── Given data ──

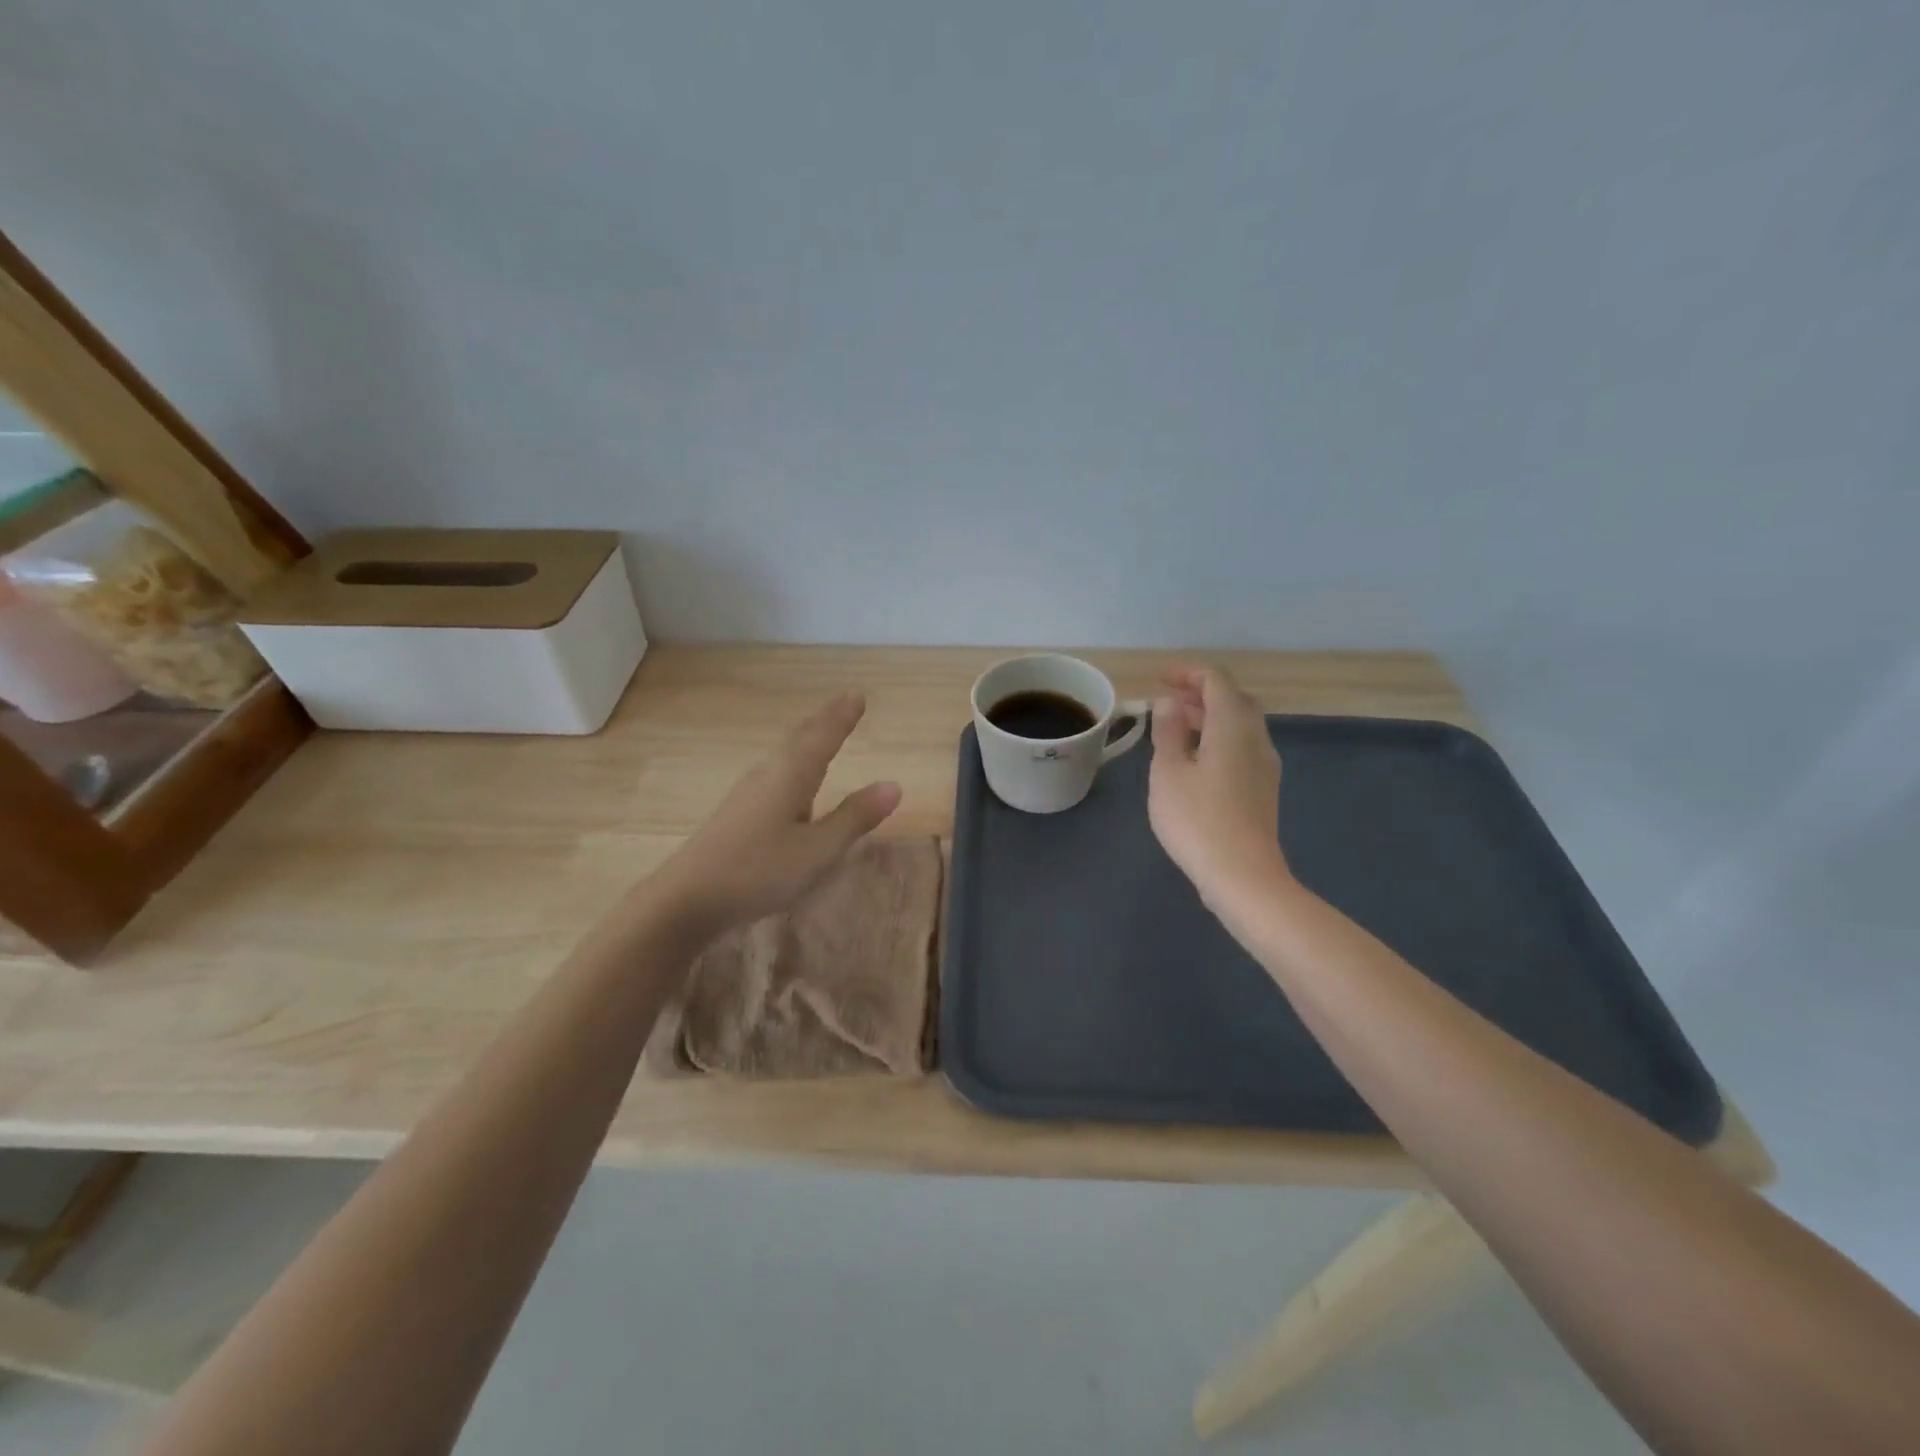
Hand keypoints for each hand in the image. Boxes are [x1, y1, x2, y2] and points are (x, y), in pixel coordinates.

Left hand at [653, 692, 901, 931]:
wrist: (686, 898)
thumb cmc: (760, 870)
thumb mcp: (818, 850)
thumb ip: (854, 818)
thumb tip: (893, 785)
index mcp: (791, 776)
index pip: (823, 737)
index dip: (842, 717)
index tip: (857, 695)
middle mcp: (768, 775)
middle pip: (799, 740)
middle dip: (823, 722)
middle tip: (842, 705)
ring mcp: (747, 794)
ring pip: (783, 757)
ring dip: (805, 741)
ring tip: (819, 734)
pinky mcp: (735, 814)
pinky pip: (773, 775)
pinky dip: (791, 765)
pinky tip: (788, 784)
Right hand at [1148, 667, 1289, 913]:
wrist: (1242, 875)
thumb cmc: (1197, 820)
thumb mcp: (1168, 772)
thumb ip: (1168, 731)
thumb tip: (1169, 703)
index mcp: (1233, 726)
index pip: (1217, 681)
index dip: (1188, 674)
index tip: (1159, 679)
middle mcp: (1256, 738)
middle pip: (1234, 700)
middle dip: (1201, 693)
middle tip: (1167, 701)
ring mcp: (1264, 765)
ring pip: (1240, 725)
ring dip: (1210, 717)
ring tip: (1177, 727)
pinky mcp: (1263, 789)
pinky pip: (1242, 747)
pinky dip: (1219, 738)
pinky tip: (1196, 759)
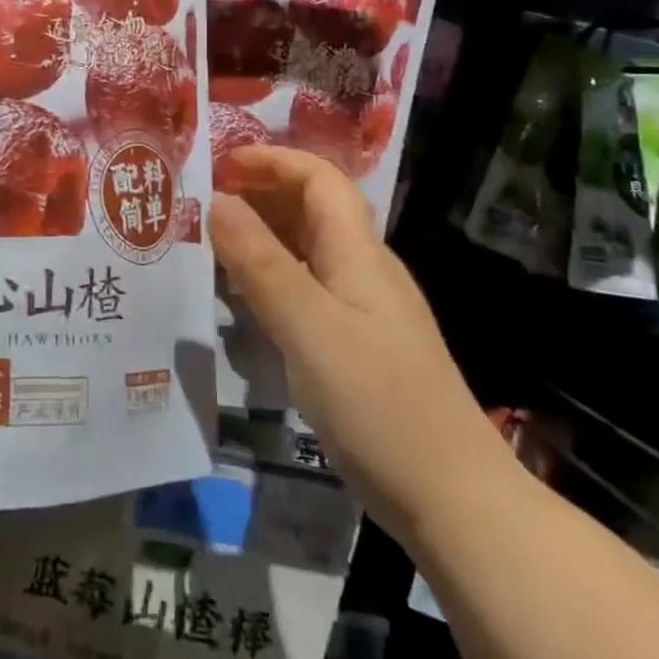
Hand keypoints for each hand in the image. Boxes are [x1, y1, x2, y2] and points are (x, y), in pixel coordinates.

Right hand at [212, 147, 496, 533]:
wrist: (452, 498)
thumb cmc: (377, 401)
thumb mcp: (307, 325)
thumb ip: (260, 261)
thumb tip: (217, 201)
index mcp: (358, 252)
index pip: (318, 178)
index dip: (271, 161)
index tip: (220, 165)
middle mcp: (364, 268)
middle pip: (314, 207)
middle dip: (262, 192)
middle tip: (205, 202)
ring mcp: (365, 308)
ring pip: (309, 249)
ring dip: (264, 234)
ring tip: (213, 243)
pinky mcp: (360, 345)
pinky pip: (309, 287)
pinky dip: (273, 276)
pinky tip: (245, 300)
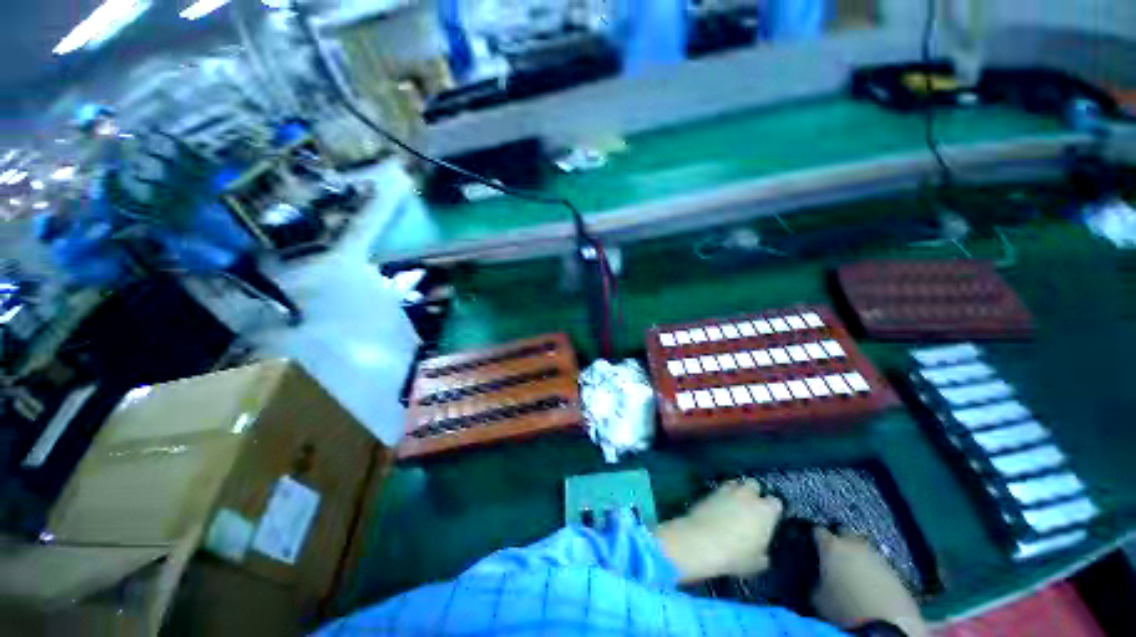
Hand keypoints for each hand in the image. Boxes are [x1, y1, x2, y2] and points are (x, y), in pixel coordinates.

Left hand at [655, 479, 783, 582]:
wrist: (701, 540)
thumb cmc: (735, 555)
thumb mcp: (757, 563)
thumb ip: (763, 552)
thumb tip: (761, 549)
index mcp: (765, 511)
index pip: (775, 503)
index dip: (772, 510)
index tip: (769, 519)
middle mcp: (747, 495)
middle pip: (754, 485)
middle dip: (754, 493)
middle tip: (751, 508)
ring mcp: (727, 490)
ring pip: (735, 483)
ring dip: (736, 491)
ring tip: (734, 504)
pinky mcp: (710, 491)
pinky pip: (720, 490)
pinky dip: (721, 496)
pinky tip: (719, 507)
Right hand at [812, 528, 928, 636]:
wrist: (886, 625)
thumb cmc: (843, 608)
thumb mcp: (818, 596)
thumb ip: (815, 580)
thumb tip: (817, 577)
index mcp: (831, 546)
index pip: (818, 531)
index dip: (814, 537)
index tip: (811, 544)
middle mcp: (854, 544)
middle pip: (844, 532)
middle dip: (838, 539)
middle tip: (833, 554)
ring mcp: (878, 557)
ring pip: (864, 548)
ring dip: (858, 555)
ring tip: (853, 570)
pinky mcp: (895, 572)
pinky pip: (879, 565)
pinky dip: (872, 570)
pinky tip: (869, 583)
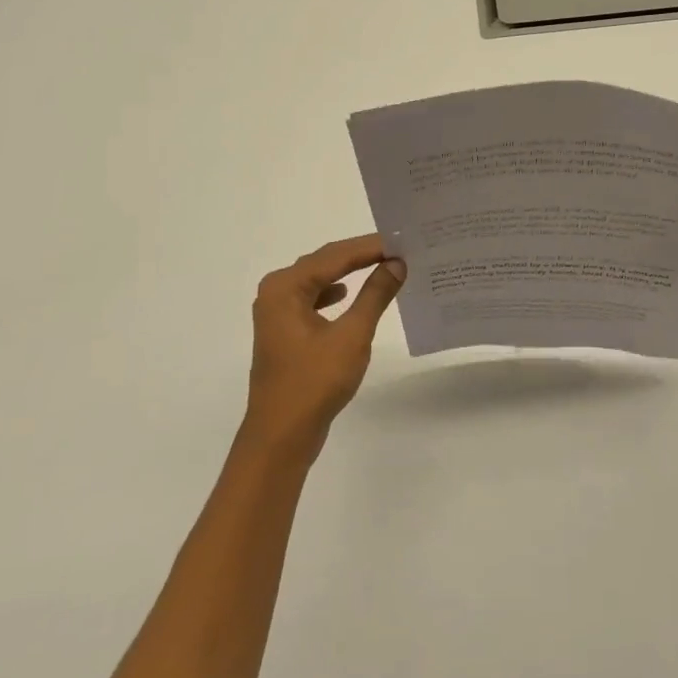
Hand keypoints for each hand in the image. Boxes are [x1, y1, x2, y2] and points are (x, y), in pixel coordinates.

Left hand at [243, 234, 405, 457]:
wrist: (281, 437)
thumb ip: (375, 295)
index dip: (370, 247)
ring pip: (318, 279)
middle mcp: (276, 292)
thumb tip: (397, 264)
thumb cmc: (314, 382)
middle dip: (360, 255)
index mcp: (285, 287)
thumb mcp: (352, 335)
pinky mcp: (284, 331)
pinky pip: (312, 299)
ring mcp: (276, 313)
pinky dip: (334, 293)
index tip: (402, 240)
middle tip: (397, 248)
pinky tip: (348, 296)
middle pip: (324, 262)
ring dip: (348, 272)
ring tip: (382, 265)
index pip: (334, 255)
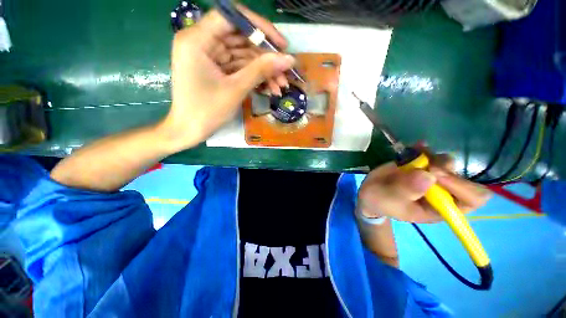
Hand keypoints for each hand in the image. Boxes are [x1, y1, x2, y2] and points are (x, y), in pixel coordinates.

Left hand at [159, 7, 294, 151]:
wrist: (189, 131)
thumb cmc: (207, 111)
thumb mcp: (236, 89)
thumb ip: (261, 70)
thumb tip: (288, 59)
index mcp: (197, 39)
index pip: (232, 17)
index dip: (260, 27)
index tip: (281, 44)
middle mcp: (201, 41)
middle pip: (240, 38)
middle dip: (266, 56)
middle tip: (286, 70)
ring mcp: (209, 56)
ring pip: (243, 55)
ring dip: (264, 70)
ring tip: (281, 85)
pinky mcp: (216, 69)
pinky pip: (239, 68)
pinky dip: (255, 77)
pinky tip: (270, 88)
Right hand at [357, 150, 491, 223]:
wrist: (372, 192)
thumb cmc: (381, 201)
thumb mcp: (388, 200)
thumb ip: (404, 191)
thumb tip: (427, 176)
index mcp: (440, 209)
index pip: (471, 199)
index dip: (461, 186)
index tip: (434, 174)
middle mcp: (443, 193)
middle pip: (463, 177)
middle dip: (445, 168)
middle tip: (425, 164)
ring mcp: (433, 178)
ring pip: (447, 163)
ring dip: (433, 157)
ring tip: (415, 156)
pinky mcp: (421, 166)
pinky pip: (431, 154)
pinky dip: (424, 149)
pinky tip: (416, 146)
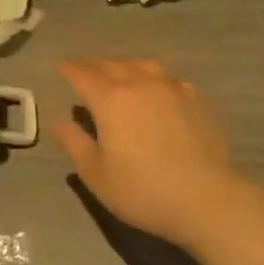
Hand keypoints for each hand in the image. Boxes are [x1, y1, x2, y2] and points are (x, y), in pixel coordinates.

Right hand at [53, 58, 249, 251]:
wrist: (205, 199)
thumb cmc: (142, 190)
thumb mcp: (96, 174)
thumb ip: (74, 143)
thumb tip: (59, 120)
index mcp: (111, 100)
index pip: (83, 75)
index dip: (70, 69)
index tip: (61, 66)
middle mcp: (140, 85)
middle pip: (113, 65)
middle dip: (95, 65)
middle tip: (85, 70)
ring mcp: (171, 89)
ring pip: (143, 66)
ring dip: (126, 66)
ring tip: (120, 74)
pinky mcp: (195, 101)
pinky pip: (169, 80)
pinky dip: (155, 80)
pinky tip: (158, 91)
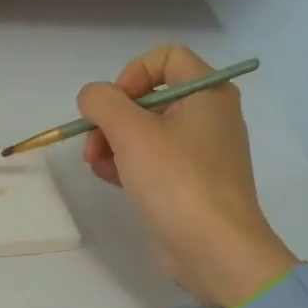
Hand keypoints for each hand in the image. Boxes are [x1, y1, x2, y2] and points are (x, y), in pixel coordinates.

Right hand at [78, 44, 296, 306]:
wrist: (214, 250)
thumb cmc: (177, 181)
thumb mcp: (131, 132)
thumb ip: (103, 102)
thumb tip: (92, 98)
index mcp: (208, 94)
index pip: (166, 58)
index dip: (132, 74)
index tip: (113, 106)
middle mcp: (208, 116)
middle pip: (149, 97)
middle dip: (112, 117)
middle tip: (92, 144)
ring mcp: (200, 153)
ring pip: (145, 131)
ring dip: (112, 142)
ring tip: (96, 165)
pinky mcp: (188, 183)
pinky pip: (152, 160)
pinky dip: (127, 164)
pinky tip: (109, 179)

───

→ **Task directions**: Lines that contain "Left" are the result; find them in the entries above and copy each one.

→ **Solution to this exercise**:
Left hand at [653, 692, 901, 931]:
Left hand at [655, 479, 783, 582]:
Left hand at [243, 234, 405, 457]:
Left hand at [159, 7, 294, 151]:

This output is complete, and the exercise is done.